Monday, 17 April 2023

A Zed & Two Noughts (1985)

 


Director: Peter Greenaway

Screenplay: Peter Greenaway

Cast: Andrea Ferreol as Alba Bewick; Brian Deacon as Oswald Deuce; Eric Deacon as Oliver Deuce; Frances Barber as Venus de Milo; Joss Ackland as Van Hoyten; Jim Davidson as Joshua Plate; Agnes Brulet as Beta Bewick; Guusje Van Tilborgh as Caterina Bolnes; Gerard Thoolen as Van Meegeren; Ken Campbell as Stephen Pipe; Wolf Kahler as Felipe Arc-en-Ciel; Geoffrey Palmer as Fallast

An Abstract Candidate

 

Is leglessness a form of contraception?

Peter Greenaway's first theatrical length film was The Falls (1980), his debut an incredible production but structured like the work he did for the Central Office of Information (COI) alongside his short films, a fake document told as a fictional catalogue using multimedia. The Draughtsman's Contract (1982) and A Zed & Two Noughts are his "first" films in terms of setting up how he would fully introduce narratives and characters alongside his obsessions. This, set up with two women dying when a swan hits their car, is a narrative first but, as mentioned, his obsessions with lists and references stays and is amplified. The grieving twin brothers, working at a zoo, are trying to rationalise this tragedy and start with an obsession with photographing decay whilst fixating on the one survivor from the crash, the female driver Alba Bewick (Andrea Ferreol), left permanently disabled as a result of the crash. It is, with a word of warning, a bleak film as a result, just in how real animal carcasses (even a dog) were acquired and are seen documented like stop motion in their decay. Thankfully, it is a film, even if you need to be willing to tackle its subject matter of death, contrasted by Greenaway's profane, perverted, joyous, libidinous, witty and profane dialogue and tone to his work.

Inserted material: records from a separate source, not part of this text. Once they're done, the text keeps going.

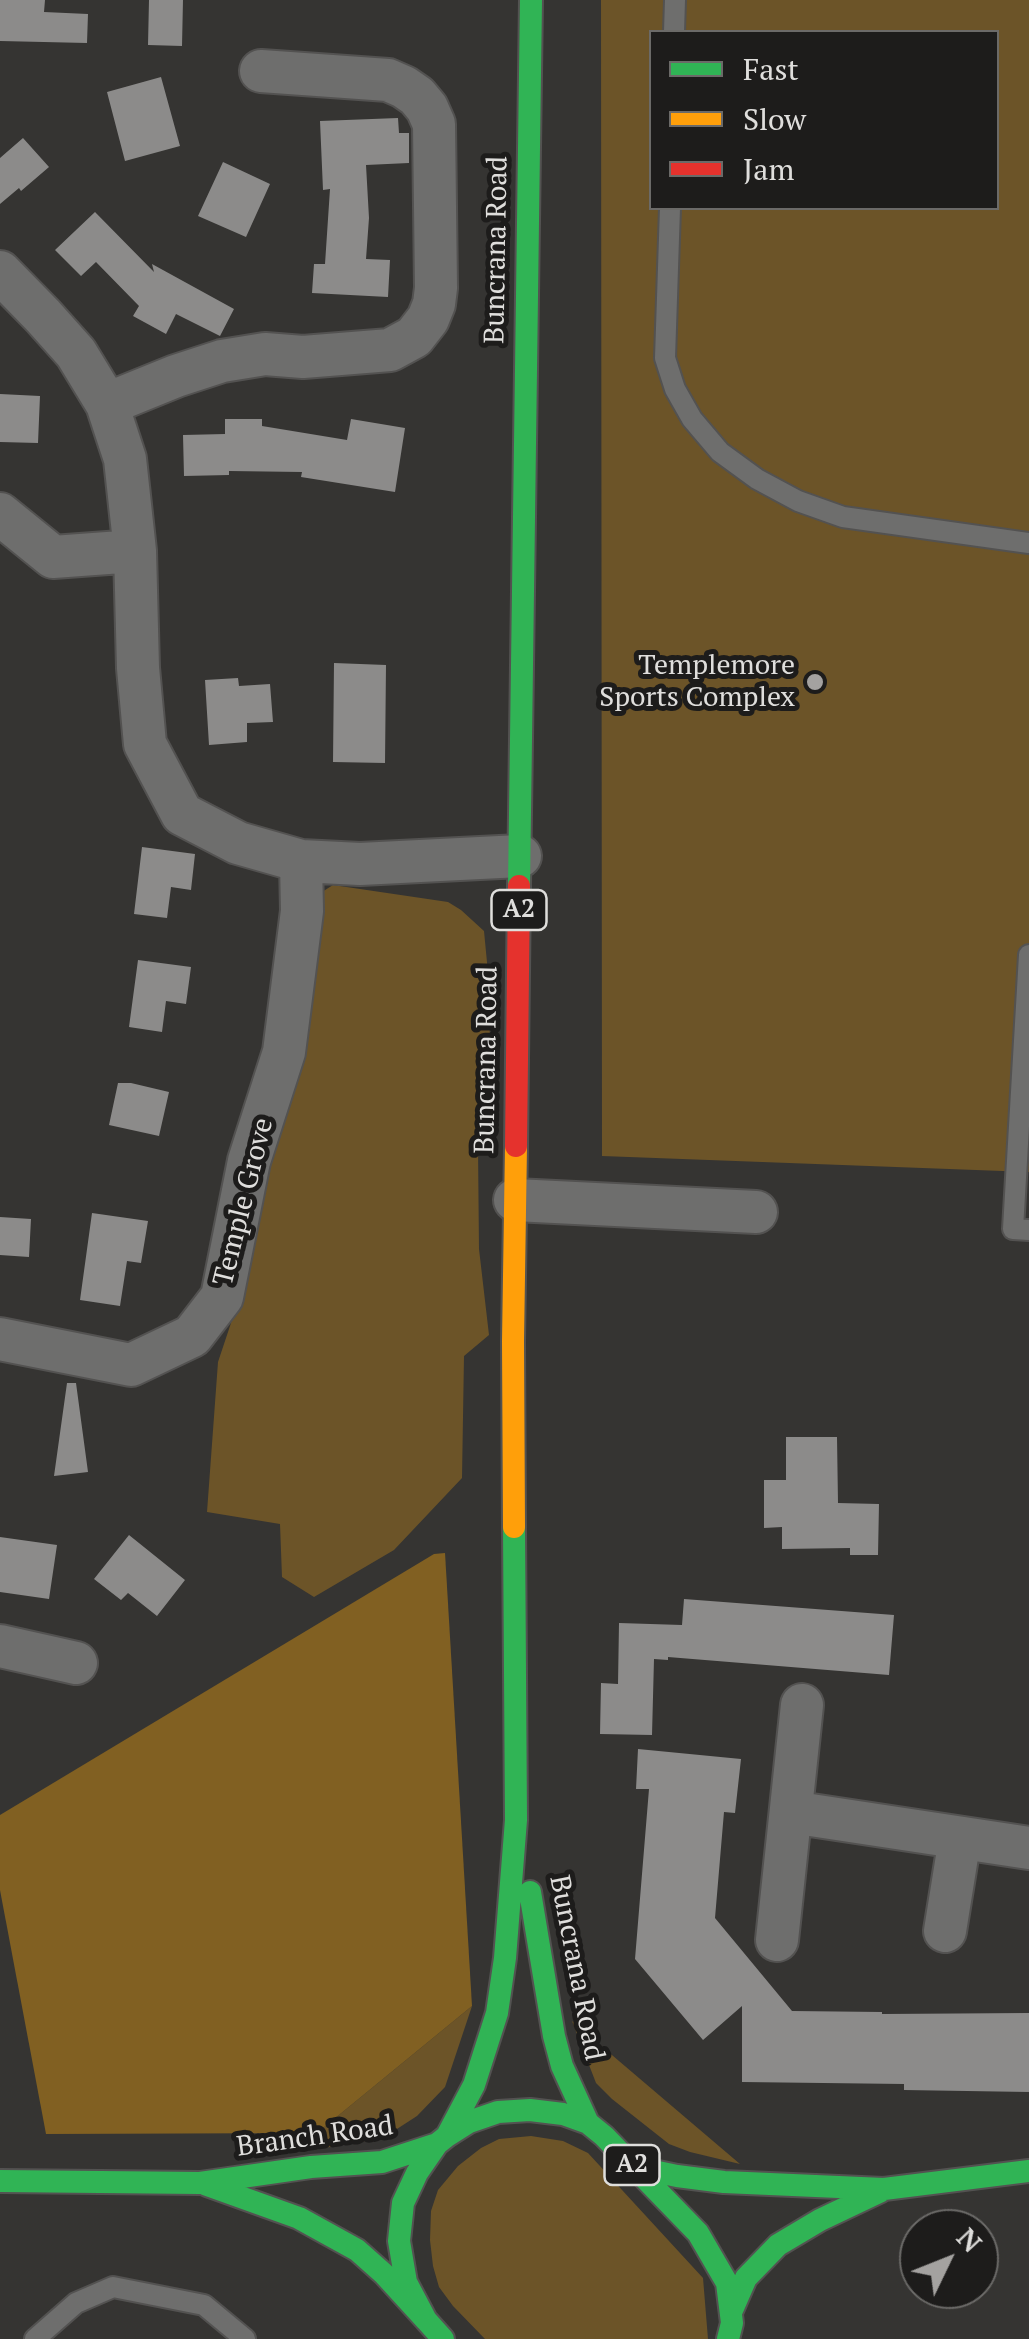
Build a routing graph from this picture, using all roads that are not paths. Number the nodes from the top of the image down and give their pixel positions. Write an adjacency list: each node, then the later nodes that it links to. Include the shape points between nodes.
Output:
1 (531, 0): 11 (main road, Buncrana Road / A2)
2 (675, 0): 3 (lane)
3 (674, 30)
4 (261, 71): 7 (street, via 388,80 427,108 434,124 436,288 428,319 414,337 390,350 222,361)
5 (670, 210): 9 (lane, via 666,358 692,419 720,452 798,501 843,517)
6 (0, 272): 7 (street, via 76,353)
7 (108, 404): 10 (street, via 125,459)
8 (0, 514): 10 (street, via 53,558)
9 (1029, 543)
10 (136, 551): 12 (street, via 145,744 182,814 238,843)
11 (520, 856): 12 (street); 14 (main road, Buncrana Road / A2)
12 (301, 861): 17 (street, Temple Grove, via 302,910 284,1052 250,1161 222,1297 192,1336 131,1365)
13 (1029, 955): 16 (lane, via 1013,1229)
14 (514, 1200): 15 (street); 22 (main road, Buncrana Road / A2)
15 (756, 1212)
16 (1029, 1230)
17 (0, 1339)
18 (0, 1646): 19 (street)
19 (76, 1664)
20 (802, 1704): 21 (street)
21 (790, 1812): 23 (street); 26 (street)
22 (516, 1820): 27 (main road, Buncrana Road / A2, via 554,2036); 28 (main road, Buncrana Road / A2, via 497,2013 474,2084)
23 (960, 1838): 24 (street); 25 (street)
24 (1029, 1848)
25 (945, 1931)
26 (777, 1940)
27 (588, 2123): 28 (main road, A2, via 563,2114 498,2112); 29 (main road, A2)
28 (442, 2140): 32 (main road, Branch Road, via 382,2162); 34 (main road, A2, via 403,2203 399,2241 406,2282)
29 (634, 2166): 33 (main road, via 724,2182); 35 (main road, A2, via 698,2233 727,2283)
30 (1029, 2170): 33 (main road)
31 (0, 2180): 32 (main road, Branch Road)
32 (200, 2182): 34 (main road, Branch Road, via 328,2232 357,2250)
33 (884, 2189): 35 (main road, via 762,2259 746,2278)
34 (426, 2320): 38 (main road, A2)
35 (732, 2328)
36 (35, 2339): 37 (lane, via 76,2303 113,2287 204,2305)
37 (244, 2339)
38 (443, 2339)

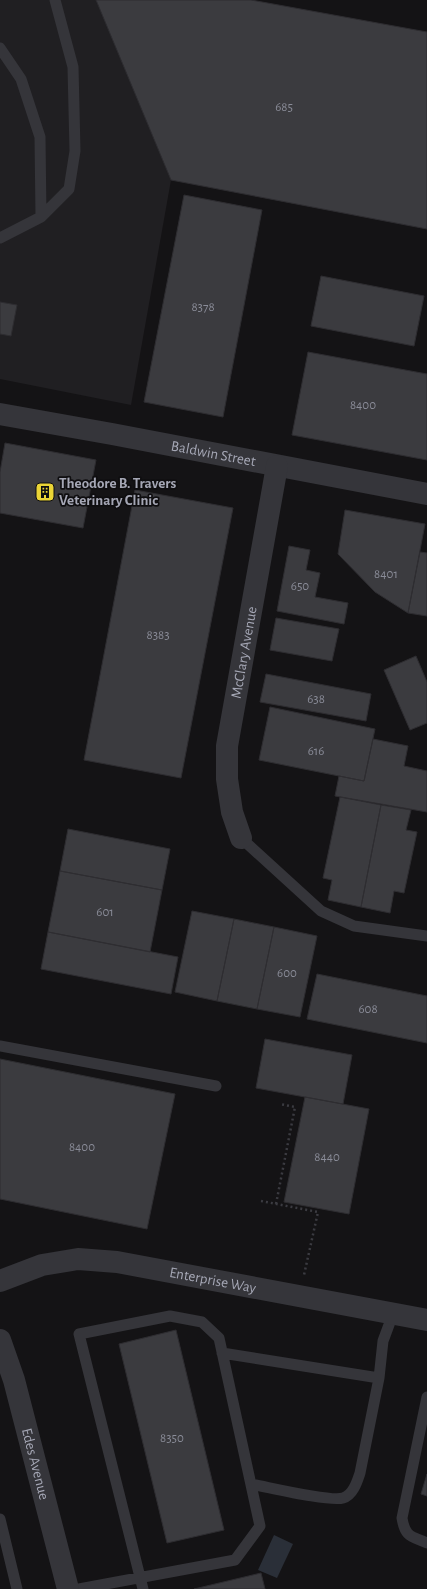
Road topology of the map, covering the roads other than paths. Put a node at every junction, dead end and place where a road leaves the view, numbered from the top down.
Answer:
1 (54, 0) edge
2 (0, 48) edge
3 (41, 217) junction
4 (0, 238) edge
5 (0, 414) edge
6 (277, 466) junction
7 (427, 494) edge
8 (241, 838) joint
9 (427, 936) edge
10 (0, 1046) edge
11 (216, 1086) dead end
12 (0, 1281) edge
13 (393, 1314) junction
14 (427, 1320) edge
15 (0, 1340) edge
16 (222, 1353) junction
17 (379, 1378) junction
18 (427, 1397) edge
19 (251, 1484) junction
20 (0, 1519) edge
21 (427, 1543) edge
22 (140, 1577) junction
23 (17, 1589) edge
24 (68, 1589) edge
25 (79, 1589) edge
26 (144, 1589) edge

1 - 3 lane
2 - 3 lane
3 - 4 lane
5 - 6 street, Baldwin Street
6 - 7 street, Baldwin Street
6 - 8 street, McClary Avenue
8 - 9 lane
10 - 11 lane
12 - 13 street, Enterprise Way
13 - 14 street, Enterprise Way
13 - 17 lane
15 - 24 street, Edes Avenue
16 - 17 lane
16 - 19 lane
16 - 22 lane
17 - 19 lane
18 - 21 lane
19 - 22 lane
20 - 23 lane
22 - 25 lane
22 - 26 lane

His work is very peculiar, not just because of the subject matter, or the decision to make the leads Brian Deacon and Eric Deacon twins, predating David Cronenberg's Dead Ringers (1988) from the era, or the small role by British comedian Jim Davidson as a zoo keeper, an odd inclusion as the former game show how and contentious un-pc stand-up comedian sticks out here at an early part of his career. It is because how, even with its ruminations on life and death, as the brothers are watching a David Attenborough documentary serial about the beginnings of life, the corpse humour and obsessions with the transgressive contrast this. It is a gleeful film at times about the bleak subject, as eccentric as they come even next to Greenaway's later work, just as much from how, whilst more sexually explicit work would come, his trademarks including the subjects of desire and lust feel even more exaggerated in context of its zoological and metaphorical themes. Whether wondering about what colour a woman's underwear is to the sex worker Venus de Milo (Frances Barber) and her erotic animal themed tales, this film has a foot in life explicitly as with death, a reoccurring trend throughout Peter Greenaway's career.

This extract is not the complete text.